(Collected data)
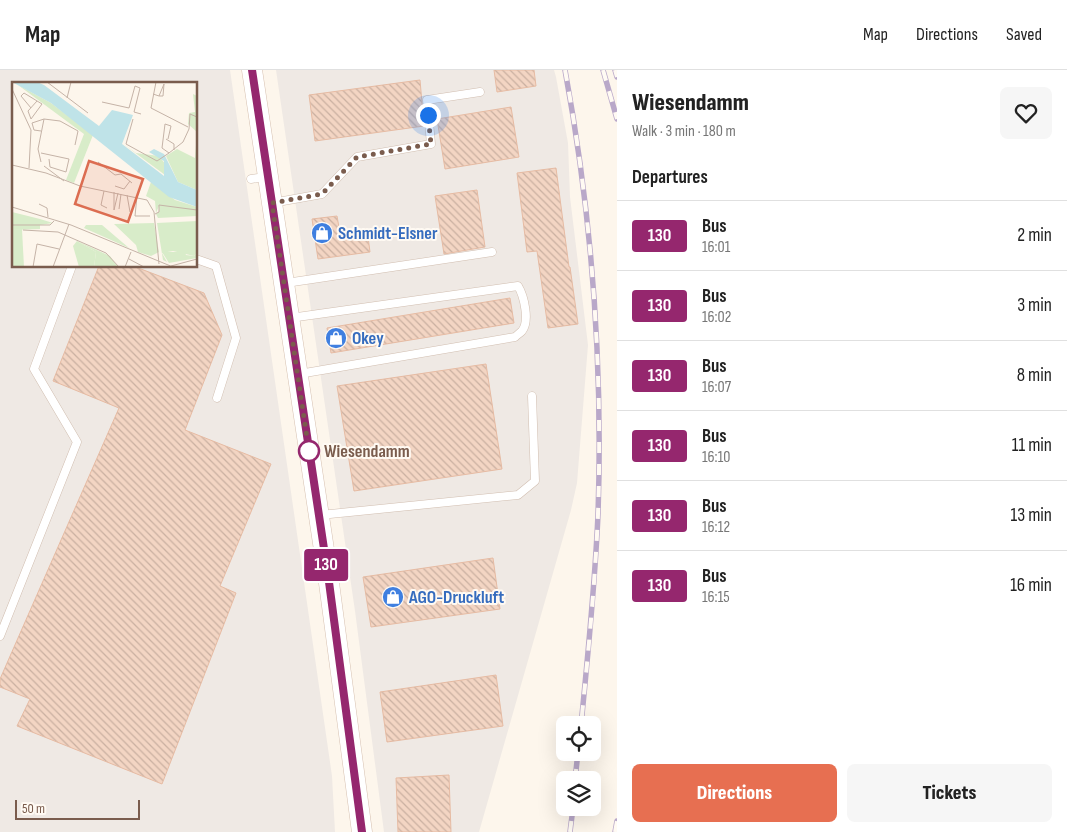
<!DOCTYPE html>
<html lang="en">
<head>
<meta charset="utf-8">
<style>
	body { margin:0; font-family:"Sofia Sans Condensed",sans-serif; background:#f6f6f6; color:#222; height:100vh; display:flex; flex-direction:column; font-size:19px; white-space:nowrap }
	* { box-sizing:border-box; margin:0 }
	p { font-size:16px; color:#767676 }
	.icon { flex:none; width:28px; height:28px; fill:none; stroke:currentColor; stroke-width:2; stroke-linecap:round; stroke-linejoin:round }
	.map { position:relative; flex:1; overflow:hidden }
	.sheet { display:flex; flex-direction:column; background:#fff; width:450px }
	.sheet>* { flex:none }
	.badge { padding:0 10px; border-radius:4px; font-size:18px; line-height:32px }
	.tools { position:absolute; left:556px; top:646px; display:grid; gap:10px }
	.tools a { display:grid; place-items:center; width:45px; height:45px; border-radius:8px; background:#fff; box-shadow:0 5px 20px #0002; font-size:25px }
	.scale { position:absolute; left:15px; bottom:12px; width:125px; box-sizing:border-box; padding-left:5px; border:2px solid #7a5c4d; border-top:0; font-size:14px; line-height:18px; white-space:nowrap; color:#7a5c4d; -webkit-text-stroke:4px #fffaf3; paint-order:stroke }
	.you { position:absolute; width:25px; height:25px; margin:-12px; border:4px solid #fff; border-radius:50%; background:#1a73e8; box-shadow:0 0 0 8px #1a73e833 }
	.map>.badge { position:absolute; translate:-50% -50%; box-shadow:0 0 0 2px #fff }
	h2 { padding:0 15px; font-size:19px; line-height:45px }
	.round { display:grid; place-items:center; flex:none; width:52px; height:52px; border-radius:8px; background:#f6f6f6 }
	.headline { display:flex; align-items:center; justify-content:space-between; height:85px; padding:0 15px }
	h1 { font-size:24px; font-weight:800; line-height:38px }
	.action { display:flex; gap:10px; margin-top:auto; padding:10px 15px }
	.action a { flex:1; height:58px; border-radius:8px; background:#e76f51; color:#fff; font-size:20px; font-weight:800; line-height:58px; text-align:center }
	.action a+a { background:#f6f6f6; color:#222 }
	ul { padding:0; list-style:none }
	li { display:flex; align-items:center; gap:15px; height:70px; padding:0 15px; border-top:1px solid #e0e0e0 }
	li div { flex:1 }
	li b { display:block; font-size:19px }
	li em { font-style:normal }
	li .badge { min-width:55px; font-weight:700; text-align:center }
	header { display:flex; align-items:center; gap:30px; box-sizing:border-box; height:70px; padding:0 25px; background:#fff; border-bottom:1px solid #e0e0e0 }
	header strong { font-size:24px }
	nav { display:flex; gap:28px; margin-inline-start:auto; font-size:18px }
	main { display:flex; flex:1; min-height:0 }
	.map>svg:first-child { display:block }
</style>
</head>
<body>
<header>
<strong>Map</strong>
<nav><a>Map</a><a>Directions</a><a>Saved</a></nav>
</header>
<main>
<div class="map">
<svg width="617" height="762" viewBox="0 0 617 762">
	<defs>
		<pattern id="building-back-hatch" width="6" height="6" patternUnits="userSpaceOnUse" patternTransform="scale(1.25)"><rect width="6" height="6" fill="#f3d5c3"/><path d="M-1 5l2 2M0 0l6 6M5-1l2 2" fill="none" stroke="#cab0a1"/></pattern>
	</defs>
	<rect width="100%" height="100%" fill="#fdf6ec"/>
	<g fill="#efe9e4" fill-rule="evenodd">
		<path d="M0,0H230L332,706L335,762H0ZM14,14H196V196H14Z"/>
		<polygon points="276,0 554,0 556,7 568,73 570,127 588,275 577,413 571,440 479,762 384,762 355,541"/>
	</g>
	<g fill="url(#building-back-hatch)" stroke="#e6bba3">
		<polygon points="494,0 534,0 536,16 497,22"/>
		<polygon points="420,10 424,56 315,71 309,25"/>
		<polygon points="511,37 519,87 445,99 437,49"/>
		<polygon points="556,98 569,197 570,197 578,254 548,258 537,181 527,182 517,103"/>
		<polygon points="477,120 485,177 444,184 435,126"/>
		<polygon points="337,146 340,163 367,159 370,182 318,189 312,149"/>
		<polygon points="99,196 133,196 204,223 222,265 185,360 271,394 220,516 236,523 162,714 17,656 30,629 0,617 0,609 119,338 53,311"/>
		<polygon points="510,228 514,253 331,283 327,258"/>
		<polygon points="486,294 502,399 354,421 337,316"/>
		<polygon points="493,488 500,539 371,557 363,507"/>
		<polygon points="496,605 503,656 387,672 380,622"/>
		<polygon points="449,705 451,762 398,762 396,708"/>
	</g>
	<g fill="none" stroke-linecap="round" stroke-linejoin="round">
		<g stroke="#d1beb0" stroke-width="9">
			<g id="lane">
				<polyline points="251,109 266,107"/>
				<polyline points="272,133 322,124 357,87 431,74 427,30 480,22"/>
				<polyline points="196,189 216,196 236,268 217,328"/>
				<polyline points="286,213 492,182"/>
				<path d="M290,248L518,216C524,226 530,251 522,261C520,263 517,265 515,267L299,304"/>
				<polyline points="320,445 518,425 535,411 532,326"/>
				<polyline points="0,566 77,372 34,299 72,196"/>
			</g>
		</g>
		<g stroke="#d6c0b0" stroke-width="21">
			<polyline id="secondary" points="252,0 329,513 362,762"/>
		</g>
		<use href="#lane" stroke="#fff" stroke-width="8"/>
		<use href="#secondary" stroke="#fff" stroke-width="20"/>
		<g stroke="#b9a8c9" stroke-width="5.5">
			<g id="rail">
				<path d="M565,0C592,146 603,296 598,444C595,515 588,585 581,655"/>
				<polyline points="603,0 617,49"/>
				<polyline points="615,0 617,7"/>
				<polyline points="575,710 578,682"/>
				<polyline points="570,762 573,738"/>
				<polyline points="615,762 617,751"/>
			</g>
		</g>
		<use href="#rail" stroke="#fffaf3" stroke-width="4" stroke-dasharray="11" stroke-linecap="butt"/>
	</g>
	<g fill="none" stroke-linecap="round" stroke-linejoin="round">
		<g stroke="#fff" stroke-width="11">
			<polyline id="line" points="252,0 329,512 362,762"/>
		</g>
		<use href="#line" stroke="#95276e" stroke-width="8"/>
		<polyline stroke="#7a5c4d" stroke-width="5" stroke-dasharray="0 9" points="309,381 272,133 322,124 357,87 431,74 428,45"/>
	</g>
	<defs>
		<g id="shop-disc" transform="scale(1.125)"><circle r="9.5" fill="#3f7fe0" stroke="#fffaf3"/><path d="M-5-2.5h2.3a2.7 3.5 0 0 1 5.4 0H5L5.5 6h-11ZM-1.5-2.5h3a1.5 2.3 0 0 0-3 0Z" fill="#fff"/></g>
	</defs>
	<g fill-rule="evenodd">
		<use href="#shop-disc" x="322" y="163"/>
		<use href="#shop-disc" x="336" y="268"/>
		<use href="#shop-disc" x="393" y="527"/>
	</g>
	<circle fill="#fff" stroke="#95276e" stroke-width="2.5" cx="309" cy="381" r="10"/>
	<g text-anchor="middle" stroke-width="4" stroke-linejoin="round" paint-order="stroke">
		<g font-size="18" font-weight="bold" fill="#366cbe" stroke="#fffaf3" text-anchor="start">
			<text x="338" y="169">Schmidt-Elsner</text>
			<text x="352" y="274">Okey</text>
			<text x="409" y="533">AGO-Druckluft</text>
		</g>
		<g font-size="18" font-weight="bold" fill="#7a5c4d" stroke="#fffaf3" text-anchor="start">
			<text x="324" y="387">Wiesendamm</text>
		</g>
	</g>
	<g transform="translate(12 12)">
		<rect width="185" height="185" fill="#fdf6ec"/>
		<path d="M6,3L39,21L81,53L62,101L54,98L72,52ZM181,12L185,14V50L176,42L177,31L183,30ZM139,100L163,118L185,125V134L146,136L144,132L147,130V124L144,131L143,119L134,114ZM0,130L28,137L41,141L28,143V147L0,148ZM185,139V171L182,174L161,169L150,171L155,180L151,178L145,141ZM142,141L147,170L139,174L126,170L124,163L102,142ZM74,143H90L117,166L72,146ZM65,159L84,170L82,185H67L61,164Z" fill="#d8ecc9"/>
		<path d="M185,50V108L166,100L154,74L165,67L183,76ZM110,61L124,71L147,74L154,83L153,93ZM65,159L98,174L106,185H82L84,170ZM150,170H173L174,173L182,174L185,171V176L157,181Z" fill="#d8ecc9"/>
		<path d="M10,147L12,185H0V148Z" fill="#d8ecc9"/>
		<path d="M0,0H25L32,3L87,44L100,28L121,33L110,62L152,94V79L137,70L142,67L152,72L166,100L185,108V125L157,115L39,21Z" fill="#bfe3e8"/>
		<path fill="none" stroke="#c5b3a7" stroke-width="1" d="M35,0L76,31M144,0L139,26L176,45M0,7L19,48L17,86M141,12L147,14L152,2L151,14H147M55,16L59,0M90,20L117,26L123,4L128,6L122,30L129,32M19,37L30,22L12,11L9,14L19,26M19,37L16,29L25,19M121,37L114,62L145,79L157,71M29,49L22,48L20,41L32,37M154,57L162,62V68M156,57L159,44L153,42L150,66L157,71L171,60L177,47L178,32L185,35M29,71L57,77L54,90L38,85L37,77M29,80L26,67L32,37L48,39L66,49L63,63M86,80L103,93L109,92L120,101M0,83L34,91L68,104L135,118L142,130L147,182M32,84L52,99M103,104L112,107L118,99M92,109L89,123L95,126M102,110V128L106,111M115,113L118,130M125,114L123,134H138M27,122L35,126L36,135M0,125L59,143L161,185M107,127L109,112M143,132L147,130V123L185,128M0,143H38L42,139M11,148L46,150L94,171L107,185M117,177L132,185M159,184L185,177M21,185L25,162L47,167M41,185L57,142M113,185L119,170"/>
		<path fill="#dc6d51" fill-opacity="0.15" stroke="#dc6d51" stroke-width="2.5" d="M77,79L131,97L116,140L63,122Z"/>
		<rect width="185" height="185" fill="none" stroke="#7a5c4d" stroke-width="2.5"/>
	</g>
</svg>
<div class="tools">
<a><svg class="icon" aria-label="locate" viewBox="0 0 24 24"><circle cx="12" cy="12" r="6"/><path d="M12 2v4M12 18v4M2 12h4M18 12h4"/></svg></a>
<a><svg class="icon" aria-label="layers" viewBox="0 0 24 24"><path d="M12 4l9 5-9 5-9-5zM3 14l9 5 9-5"/></svg></a>
</div>
<div class="scale">50 m</div>
<div class="you" style="left:428px;top:45px"></div>
<b class="badge" style="left:326px;top:495px;background:#95276e;color:#fff">130</b>
</div>
<section class="sheet">
<div class="headline"><div><h1>Wiesendamm</h1><p>Walk · 3 min · 180 m</p></div><a class="round"><svg class="icon" aria-label="heart" viewBox="0 0 24 24"><path d="M12 20l-8-8c-3-5 5-10 8-4 3-6 11-1 8 4z"/></svg></a></div>
<h2>Departures</h2>
<ul>
<li><span class="badge" style="background:#95276e;color:#fff">130</span><div><b>Bus</b><p>16:01</p></div><em>2 min</em></li>
<li><span class="badge" style="background:#95276e;color:#fff">130</span><div><b>Bus</b><p>16:02</p></div><em>3 min</em></li>
<li><span class="badge" style="background:#95276e;color:#fff">130</span><div><b>Bus</b><p>16:07</p></div><em>8 min</em></li>
<li><span class="badge" style="background:#95276e;color:#fff">130</span><div><b>Bus</b><p>16:10</p></div><em>11 min</em></li>
<li><span class="badge" style="background:#95276e;color:#fff">130</span><div><b>Bus</b><p>16:12</p></div><em>13 min</em></li>
<li><span class="badge" style="background:#95276e;color:#fff">130</span><div><b>Bus</b><p>16:15</p></div><em>16 min</em></li>
</ul>
<div class="action"><a>Directions</a><a>Tickets</a></div>
</section>
</main>
</body>
</html>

_EXERCISE PROMPT_.
Whenever a line above includes the string "linejoin", copy it.

_OUTPUT FOR THIS EXERCISE_.
	.icon { flex:none; width:28px; height:28px; fill:none; stroke:currentColor; stroke-width:2; stroke-linecap:round; stroke-linejoin:round }
	<g fill="none" stroke-linecap="round" stroke-linejoin="round">
	<g fill="none" stroke-linecap="round" stroke-linejoin="round">
	<g text-anchor="middle" stroke-width="4" stroke-linejoin="round" paint-order="stroke">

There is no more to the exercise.